Where he learns how to go around the extra level of difficulty.

The truth is, he’s adapting. Adjusting. He knows I went to Grayson.

Knows I’m circling Sabine’s life like a goddamn bloodhound, showing up day after day, and waiting for him to slip. And that’s why he’s gone quiet.

Because when he does make a mistake—and everyone does sooner or later—I’ll be there. I’ll grab him by the balls and squeeze until there’s nothing left of them.

So now it’s a waiting game. Him on one end, me on the other. A silent war drawn out over time and nerves and stubborn fucking resolve.

I wake before dawn. 0400 on the dot. I lie there for a moment, not out of laziness, but to let my mind sharpen.
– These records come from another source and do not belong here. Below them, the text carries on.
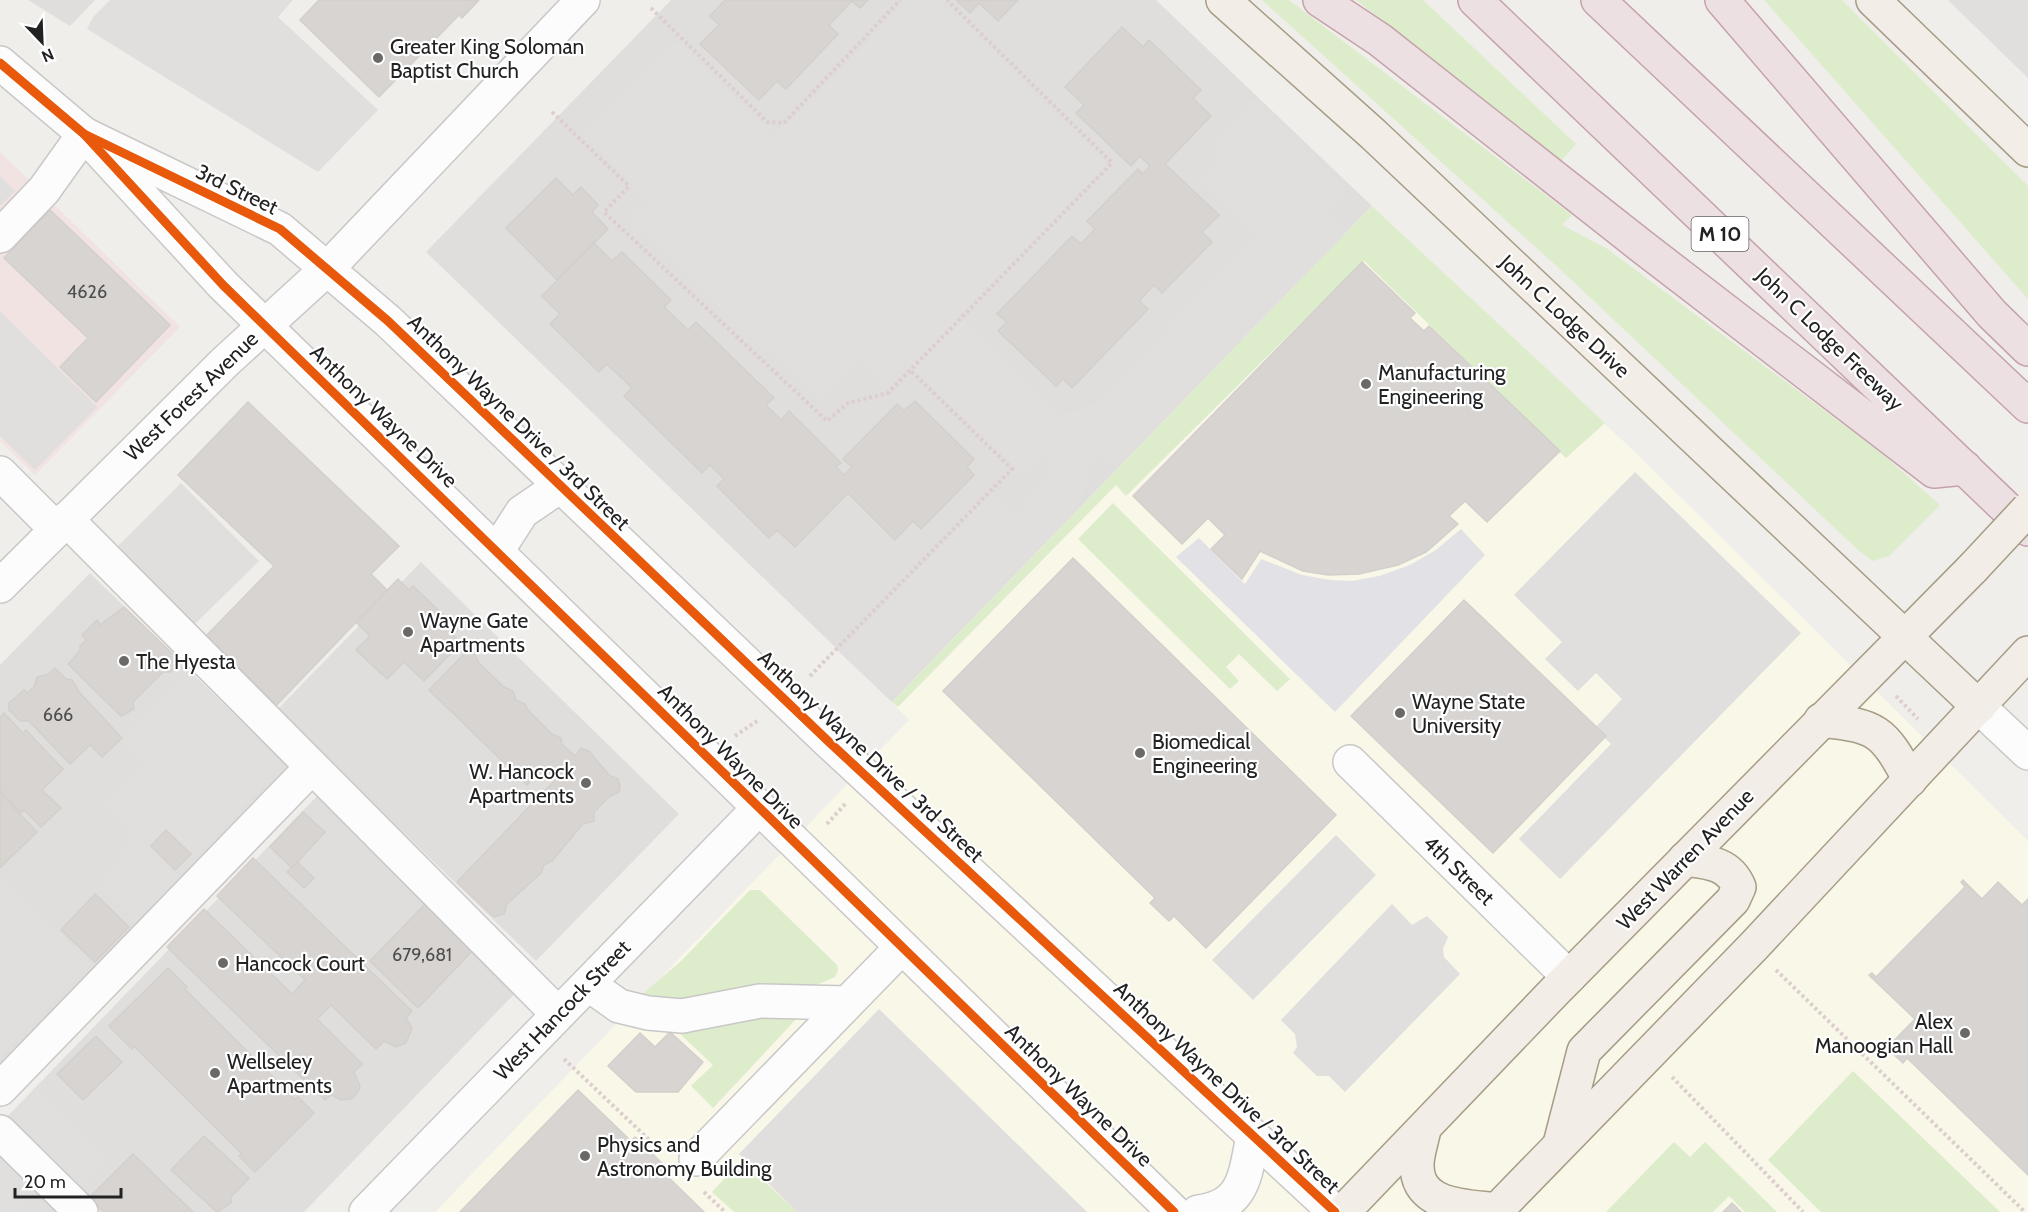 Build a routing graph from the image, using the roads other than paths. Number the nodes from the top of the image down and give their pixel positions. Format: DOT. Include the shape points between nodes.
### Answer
graph roads {
  1 [pos="1223,0"];
  2 [pos="1320,0"];
  3 [pos="1475,0"];
  4 [pos="1598,0"];
  5 [pos="1722,0"];
  6 [pos="1872,0"];
  7 [pos="569,5"];
  8 [pos="0,63"];
  9 [pos="84,134"];
  10 [pos="2026,148"];
  11 [pos="0,236"];
  12 [pos="328,268"];
  13 [pos="388,321"];
  14 [pos="265,324"];
  15 [pos="2028,349"];
  16 [pos="2028,406"];
  17 [pos="1965,468"];
  18 [pos="0,473"];
  19 [pos="560,486"];
  20 [pos="2028,509"];
  21 [pos="61,524"];
  22 [pos="2028,529"];
  23 [pos="497,551"];
  24 [pos="0,586"];
  25 [pos="1904,636"];
  26 [pos="2028,653"];
  27 [pos="1979,707"];
  28 [pos="1821,720"];
  29 [pos="2028,753"];
  30 [pos="1350,762"];
  31 [pos="311,768"];
  32 [pos="1910,780"];
  33 [pos="759,808"];
  34 [pos="1685,860"];
  35 [pos="902,947"];
  36 [pos="1569,977"];
  37 [pos="588,984"];
  38 [pos="847,1003"];
  39 [pos="558,1014"];
  40 [pos="0,1089"];
  41 [pos="1424,1129"];
  42 [pos="0,1131"];
  43 [pos="1253,1136"];
  44 [pos="1559,1146"];
  45 [pos="687,1167"];
  46 [pos="1496,1211"];
  47 [pos="81,1212"];
  48 [pos="366,1212"];
  49 [pos="1174,1212"];
  50 [pos="1198,1212"];
  51 [pos="1335,1212"];
  52 [pos="1343,1212"];
  1 -- 25 [label="main road, John C Lodge Drive" via="1373,134"];
  2 -- 17 [label="highway" via="1380,40 1934,471"];
  3 -- 17 [label="highway, John C Lodge Freeway / M 10"];
  4 -- 16 [label="highway"];
  5 -- 15 [label="highway" via="1992,314"];
  6 -- 10 [label="main road"];
  7 -- 12 [label="street, West Forest Avenue"];
  8 -- 9 [label="street, 3rd Street"];
  9 -- 11 [label="street" via="44,190"];
  9 -- 12 [label="street, 3rd Street" via="280,229"];
  9 -- 14 [label="street, 3rd Street" via="223,285"];
  12 -- 13 [label="street, 3rd Street"];
  12 -- 14 [label="street, West Forest Avenue"];
  13 -- 19 [label="street, Anthony Wayne Drive / 3rd Street"];
  14 -- 21 [label="street, West Forest Avenue"];
  14 -- 23 [label="street, Anthony Wayne Drive"];
  17 -- 22 [label="highway, John C Lodge Freeway / M 10"];
  18 -- 21 [label="street"];
  19 -- 23 [label="street" via="522,512"];
  19 -- 43 [label="street, Anthony Wayne Drive / 3rd Street"];
  20 -- 25 [label="main road, West Warren Avenue, bridge"];
  21 -- 24 [label="street, West Forest Avenue"];
  21 -- 31 [label="street"];
  23 -- 33 [label="street, Anthony Wayne Drive"];
  25 -- 27 [label="main road, John C Lodge Drive"];
  25 -- 28 [label="main road, West Warren Avenue"];
  26 -- 27 [label="main road"];
  27 -- 29 [label="street"];
  27 -- 32 [label="main road"];
  28 -- 32 [label="main road" via="1859,724 1879,734"];
  28 -- 34 [label="main road, West Warren Avenue"];
  30 -- 36 [label="street, 4th Street"];
  31 -- 39 [label="street"];
  31 -- 40 [label="street"];
  32 -- 44 [label="main road"];
  33 -- 35 [label="street, Anthony Wayne Drive"];
  33 -- 37 [label="street, West Hancock Street"];
  34 -- 36 [label="main road, West Warren Avenue"];
  34 -- 44 [label="main road" via="1723,867 1733,874 1739,887 1733,900 1584,1051"];
  35 -- 38 [label="street"];
  35 -- 49 [label="street, Anthony Wayne Drive"];
  36 -- 41 [label="main road, West Warren Avenue"];
  37 -- 38 [label="street" via="619,1006 682,1016 760,1001"];
  37 -- 39 [label="street, West Hancock Street"];
  38 -- 45 [label="street"];
  39 -- 48 [label="street, West Hancock Street"];
  41 -- 46 [label="main road" via="1417,1166 1427,1190 1446,1204"];
  41 -- 52 [label="main road, West Warren Avenue"];
  42 -- 47 [label="street"];
  43 -- 50 [label="street" via="1244,1180 1236,1193 1225,1205"];
  43 -- 51 [label="street, Anthony Wayne Drive / 3rd Street"];
  44 -- 46 [label="main road"];
}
I run through the day’s plan: what I’ll check, where I’ll go, what I’ll do if something’s off. Then I sit up and let my eyes sweep the room.

Everything’s where it should be.

Gun in the drawer. Knife strapped to my ankle. Phone facedown by the lamp.

I stand and move to the window first. The curtains are pulled just enough to give me a narrow line of sight.

Nothing unusual outside.

Still, I scan twice.

Then once more.

Only when I’m sure I see nothing suspicious do I turn and make my way through the house, checking each lock, every window, and every point someone could slip through if they wanted it badly enough. I don’t rush. This is the part that matters.

In the kitchen, I check the cameras. They’re mounted high on the corners of the house, feeding straight to my phone. One by one, the indicators blink green.

Clear.

Clear.

Clear.

I sit at the counter, barefoot, the tile cold under my heels. My hands go through the motions of making coffee. Grind. Measure. Pour. But my eyes stay fixed on the screen.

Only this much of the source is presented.